MATERIAL SHOWN ->
-*-

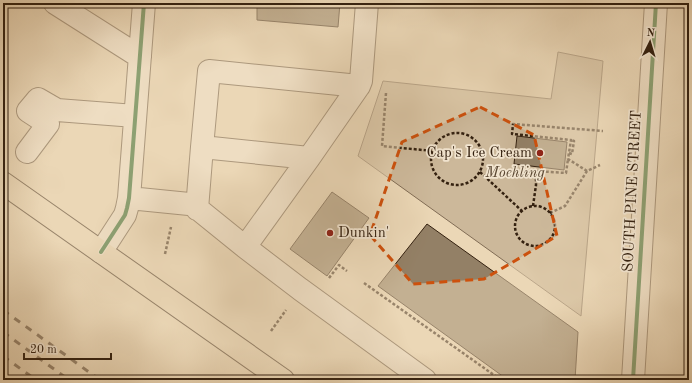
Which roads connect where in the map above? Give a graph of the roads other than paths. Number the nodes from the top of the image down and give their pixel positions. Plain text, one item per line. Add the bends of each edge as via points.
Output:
1 (55, 3) edge
2 (144, 3) edge
3 (367, 3) edge
4 (656, 3) edge
5 (140, 57) junction
6 (360, 83) junction
7 (135, 116) junction
8 (202, 147) junction
9 (27, 152) dead end
10 (310, 158) junction
11 (3, 183) edge
12 (129, 198) junction
13 (197, 209) junction
14 (245, 247) junction
15 (101, 252) junction
16 (283, 380) edge
17 (425, 380) edge
18 (634, 380) edge

1 - 5 street
2 - 5 street
3 - 6 street
4 - 18 street, SOUTH PINE STREET
5 - 7 street
6 - 8 street via 210,71
6 - 10 street
7 - 9 street via 52,117
7 - 12 street
8 - 10 street
8 - 13 street
10 - 14 street
11 - 15 main road
12 - 13 street via 188,204
12 - 15 street via 125,215
13 - 14 street
14 - 17 street
15 - 16 main road

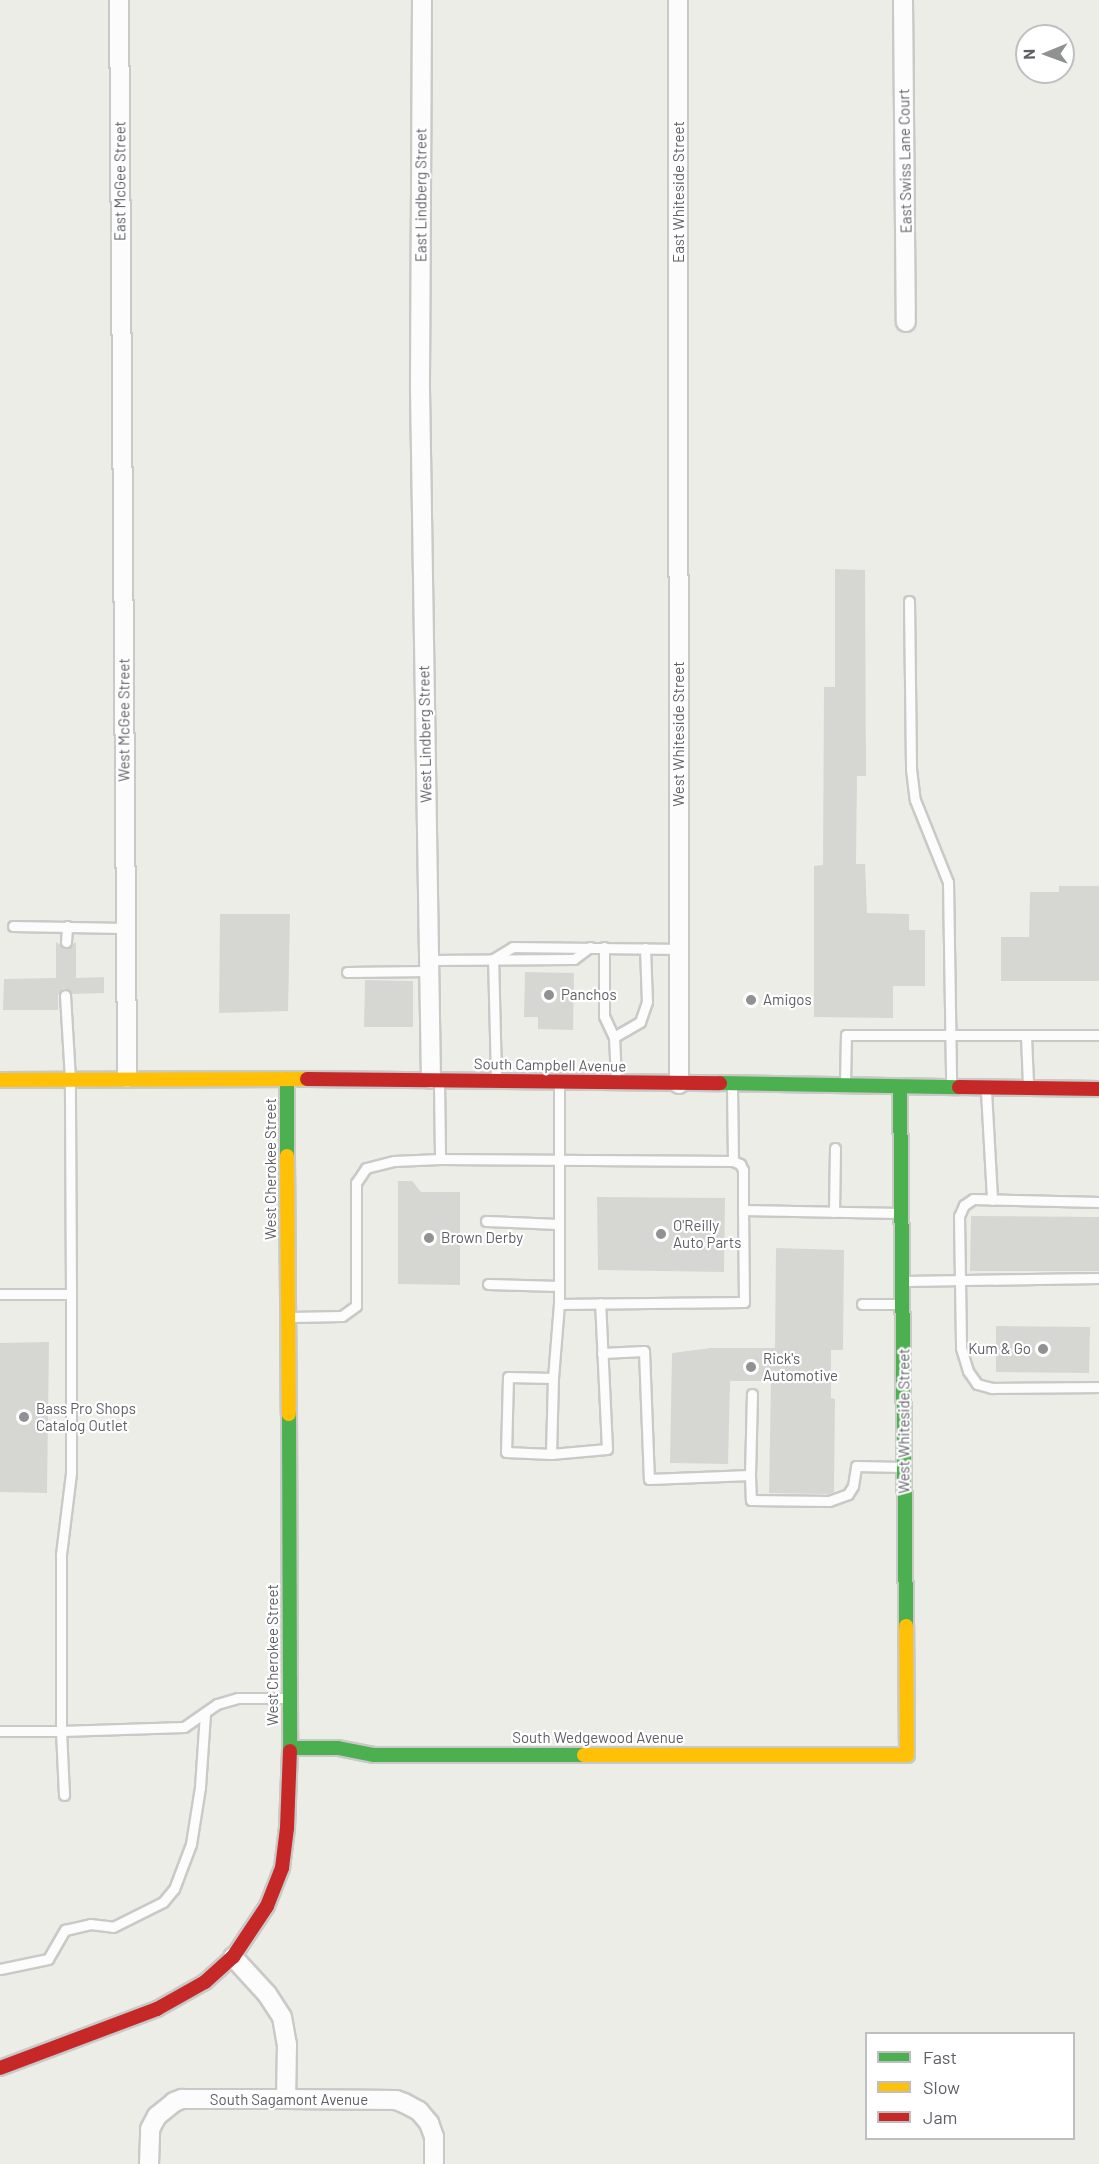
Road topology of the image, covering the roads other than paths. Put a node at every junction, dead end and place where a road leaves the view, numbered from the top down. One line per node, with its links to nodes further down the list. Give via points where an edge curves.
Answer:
1 (119, 0): 6 (street, East McGee Street)
2 (422, 0): 8 (street, East Lindberg Street)
3 (678, 0): 7 (street, East Whiteside Street)
4 (903, 0): 5 (street, East Swiss Lane Court)
5 (906, 322)
6 (122, 362): 12 (street, West McGee Street)
7 (680, 383): 16 (street, West Whiteside Street)
8 (420, 389): 18 (street, West Lindberg Street)
9 (909, 601): 22 (lane, via 911,769 915,800 948,882)
10 (13, 926): 11 (lane)
11 (67, 926): 12 (lane); 13 (lane)
12 (125, 928): 25 (street, West McGee Street)
13 (66, 942)
14 (604, 947): 15 (lane); 17 (lane, via 513,947); 24 (lane, via 604,1016)
15 (645, 948): 16 (lane); 24 (lane, via 647,1002 640,1022)
16 (679, 948): 33 (street, West Whiteside Street)
17 (493, 959): 18 (lane); 30 (lane)
18 (429, 965): 19 (lane); 27 (street, West Lindberg Street)
19 (346, 972)
20 (65, 994): 29 (lane)
21 (1099, 1035): 23 (lane)
22 (950, 1036): 23 (lane); 35 (lane, via 846,1035); 37 (lane)
23 (1026, 1036): 39 (lane)
24 (614, 1037): 32 (lane)
25 (127, 1078): 26 (street, South Campbell Avenue); 29 (street, South Campbell Avenue)
26 (287, 1079): 27 (street, South Campbell Avenue); 63 (street, West Cherokee Street)
27 (435, 1079): 30 (street, South Campbell Avenue); 42 (lane)
28 (0, 1080): 29 (street, South Campbell Avenue)
29 (70, 1080): 58 (lane)
30 (496, 1080): 31 (street, South Campbell Avenue)
31 (559, 1082): 32 (street, South Campbell Avenue); 43 (lane)
32 (616, 1083): 33 (street, South Campbell Avenue)
33 (679, 1084): 34 (street, South Campbell Avenue)
34 (732, 1085): 35 (street, South Campbell Avenue); 44 (lane)
35 (845, 1087): 36 (street, South Campbell Avenue)
36 (900, 1088): 37 (street, South Campbell Avenue); 49 (street, West Whiteside Street)
37 (951, 1088): 38 (street, South Campbell Avenue)
38 (986, 1088): 39 (street, South Campbell Avenue); 45 (lane)
39 (1028, 1089): 40 (street, South Campbell Avenue)
40 (1099, 1089)
41 (835, 1148): 48 (lane)
42 (440, 1159): 43 (lane); 63 (lane, via 394,1161 366,1168 356,1183 357,1306 342,1316)
43 (558, 1159): 44 (lane); 51 (lane)
44 (733, 1161): 47 (lane, via 743,1170)
45 (992, 1200): 46 (lane); 54 (lane, via 973,1199 964,1205 959,1216)
46 (1099, 1202)
47 (743, 1210): 48 (lane); 59 (lane, via 744,1302)
48 (834, 1212): 49 (lane)
49 (902, 1213): 53 (street, West Whiteside Street)
50 (486, 1221): 51 (lane)
51 (559, 1224): 56 (lane)
52 (1099, 1278): 54 (lane)
53 (902, 1281): 54 (lane); 62 (street, West Whiteside Street)
54 (960, 1281): 66 (lane, via 961,1348 976,1384 992,1388)
55 (488, 1284): 56 (lane)
56 (559, 1286): 60 (lane)
57 (0, 1294): 58 (lane)
58 (71, 1294): 74 (lane, via 71,1473 61,1555)
59 (600, 1303): 60 (lane); 64 (lane)
60 (559, 1304): 65 (lane)
61 (862, 1304): 62 (lane)
62 (903, 1304): 69 (street, West Whiteside Street)
63 (288, 1317): 71 (street, West Cherokee Street)
64 (602, 1353): 68 (lane, via 607,1449); 70 (lane, via 644,1351 649,1479)
65 (553, 1378): 68 (lane); 68 (lane, via 508,1377 506,1452)
66 (1099, 1387)
67 (752, 1394): 70 (lane)
68 (551, 1454)
69 (904, 1467): 70 (lane, via 856,1466 848,1494 829,1501 751,1500); 76 (street, West Whiteside Street)
70 (750, 1475)
71 (290, 1698): 72 (lane, via 238,1698 217,1704); 75 (street, West Cherokee Street)
72 (205, 1714): 74 (lane, via 184,1727); 79 (lane, via 191,1844 174,1889 163,1902 113,1927 90,1924 65,1930 48,1959)
73 (0, 1731): 74 (lane)
74 (61, 1731): 77 (lane)
75 (290, 1748): 76 (street, South Wedgewood Avenue, via 338,1748 374,1755); 78 (street, West Cherokee Street, via 282,1868 267,1906)
76 (907, 1755)
77 (64, 1795)
78 (233, 1957): 80 (street, West Cherokee Street, via 205,1982 174,2001); 81 (street, via 282,2017 287,2044)
79 (0, 1969)
80 (0, 2068)
81 (286, 2099): 82 (street, South Sagamont Avenue, via 182,2099 168,2106 153,2122); 83 (street, South Sagamont Avenue, via 396,2100 419,2111 429,2123)
82 (149, 2164)
83 (435, 2164)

-*-

WORK ITEM ->
The answer is every line of the data, exactly as written, with the pictures dropped.

TASK RESULT ->
Which roads connect where in the map above? Give a graph of the roads other than paths. Number the nodes from the top of the image down and give their pixel positions. Plain text, one item per line. Add the bends of each edge as via points.
Output:
1 (55, 3) edge
2 (144, 3) edge
3 (367, 3) edge
4 (656, 3) edge
5 (140, 57) junction
6 (360, 83) junction
7 (135, 116) junction
8 (202, 147) junction
9 (27, 152) dead end
10 (310, 158) junction
11 (3, 183) edge
12 (129, 198) junction
13 (197, 209) junction
14 (245, 247) junction
15 (101, 252) junction
16 (283, 380) edge
17 (425, 380) edge
18 (634, 380) edge

1 - 5 street
2 - 5 street
3 - 6 street
4 - 18 street, SOUTH PINE STREET
5 - 7 street
6 - 8 street via 210,71
6 - 10 street
7 - 9 street via 52,117
7 - 12 street
8 - 10 street
8 - 13 street
10 - 14 street
11 - 15 main road
12 - 13 street via 188,204
12 - 15 street via 125,215
13 - 14 street
14 - 17 street
15 - 16 main road

Road topology of the image, covering the roads other than paths. Put a node at every junction, dead end and place where a road leaves the view, numbered from the top down. One line per node, with its links to nodes further down the list. Give via points where an edge curves.
Answer:
1 (119, 0): 6 (street, East McGee Street)
2 (422, 0): 8 (street, East Lindberg Street)
3 (678, 0): 7 (street, East Whiteside Street)
4 (903, 0): 5 (street, East Swiss Lane Court)
5 (906, 322)
6 (122, 362): 12 (street, West McGee Street)
7 (680, 383): 16 (street, West Whiteside Street)
8 (420, 389): 18 (street, West Lindberg Street)
9 (909, 601): 22 (lane, via 911,769 915,800 948,882)
10 (13, 926): 11 (lane)
11 (67, 926): 12 (lane); 13 (lane)
12 (125, 928): 25 (street, West McGee Street)
13 (66, 942)
14 (604, 947): 15 (lane); 17 (lane, via 513,947); 24 (lane, via 604,1016)
15 (645, 948): 16 (lane); 24 (lane, via 647,1002 640,1022)
16 (679, 948): 33 (street, West Whiteside Street)
17 (493, 959): 18 (lane); 30 (lane)
18 (429, 965): 19 (lane); 27 (street, West Lindberg Street)
19 (346, 972)
20 (65, 994): 29 (lane)
21 (1099, 1035): 23 (lane)
22 (950, 1036): 23 (lane); 35 (lane, via 846,1035); 37 (lane)
23 (1026, 1036): 39 (lane)
24 (614, 1037): 32 (lane)
25 (127, 1078): 26 (street, South Campbell Avenue); 29 (street, South Campbell Avenue)
26 (287, 1079): 27 (street, South Campbell Avenue); 63 (street, West Cherokee Street)
27 (435, 1079): 30 (street, South Campbell Avenue); 42 (lane)
28 (0, 1080): 29 (street, South Campbell Avenue)
29 (70, 1080): 58 (lane)
30 (496, 1080): 31 (street, South Campbell Avenue)
31 (559, 1082): 32 (street, South Campbell Avenue); 43 (lane)
32 (616, 1083): 33 (street, South Campbell Avenue)
33 (679, 1084): 34 (street, South Campbell Avenue)
34 (732, 1085): 35 (street, South Campbell Avenue); 44 (lane)
35 (845, 1087): 36 (street, South Campbell Avenue)
36 (900, 1088): 37 (street, South Campbell Avenue); 49 (street, West Whiteside Street)
37 (951, 1088): 38 (street, South Campbell Avenue)
38 (986, 1088): 39 (street, South Campbell Avenue); 45 (lane)
39 (1028, 1089): 40 (street, South Campbell Avenue)
40 (1099, 1089)
41 (835, 1148): 48 (lane)
42 (440, 1159): 43 (lane); 63 (lane, via 394,1161 366,1168 356,1183 357,1306 342,1316)
43 (558, 1159): 44 (lane); 51 (lane)
44 (733, 1161): 47 (lane, via 743,1170)
45 (992, 1200): 46 (lane); 54 (lane, via 973,1199 964,1205 959,1216)
46 (1099, 1202)
47 (743, 1210): 48 (lane); 59 (lane, via 744,1302)
48 (834, 1212): 49 (lane)
49 (902, 1213): 53 (street, West Whiteside Street)
50 (486, 1221): 51 (lane)
51 (559, 1224): 56 (lane)
52 (1099, 1278): 54 (lane)
53 (902, 1281): 54 (lane); 62 (street, West Whiteside Street)
54 (960, 1281): 66 (lane, via 961,1348 976,1384 992,1388)
55 (488, 1284): 56 (lane)
56 (559, 1286): 60 (lane)
57 (0, 1294): 58 (lane)
58 (71, 1294): 74 (lane, via 71,1473 61,1555)
59 (600, 1303): 60 (lane); 64 (lane)
60 (559, 1304): 65 (lane)
61 (862, 1304): 62 (lane)
62 (903, 1304): 69 (street, West Whiteside Street)
63 (288, 1317): 71 (street, West Cherokee Street)
64 (602, 1353): 68 (lane, via 607,1449); 70 (lane, via 644,1351 649,1479)
65 (553, 1378): 68 (lane); 68 (lane, via 508,1377 506,1452)
66 (1099, 1387)
67 (752, 1394): 70 (lane)
68 (551, 1454)
69 (904, 1467): 70 (lane, via 856,1466 848,1494 829,1501 751,1500); 76 (street, West Whiteside Street)
70 (750, 1475)
71 (290, 1698): 72 (lane, via 238,1698 217,1704); 75 (street, West Cherokee Street)
72 (205, 1714): 74 (lane, via 184,1727); 79 (lane, via 191,1844 174,1889 163,1902 113,1927 90,1924 65,1930 48,1959)
73 (0, 1731): 74 (lane)
74 (61, 1731): 77 (lane)
75 (290, 1748): 76 (street, South Wedgewood Avenue, via 338,1748 374,1755); 78 (street, West Cherokee Street, via 282,1868 267,1906)
76 (907, 1755)
77 (64, 1795)
78 (233, 1957): 80 (street, West Cherokee Street, via 205,1982 174,2001); 81 (street, via 282,2017 287,2044)
79 (0, 1969)
80 (0, 2068)
81 (286, 2099): 82 (street, South Sagamont Avenue, via 182,2099 168,2106 153,2122); 83 (street, South Sagamont Avenue, via 396,2100 419,2111 429,2123)
82 (149, 2164)
83 (435, 2164)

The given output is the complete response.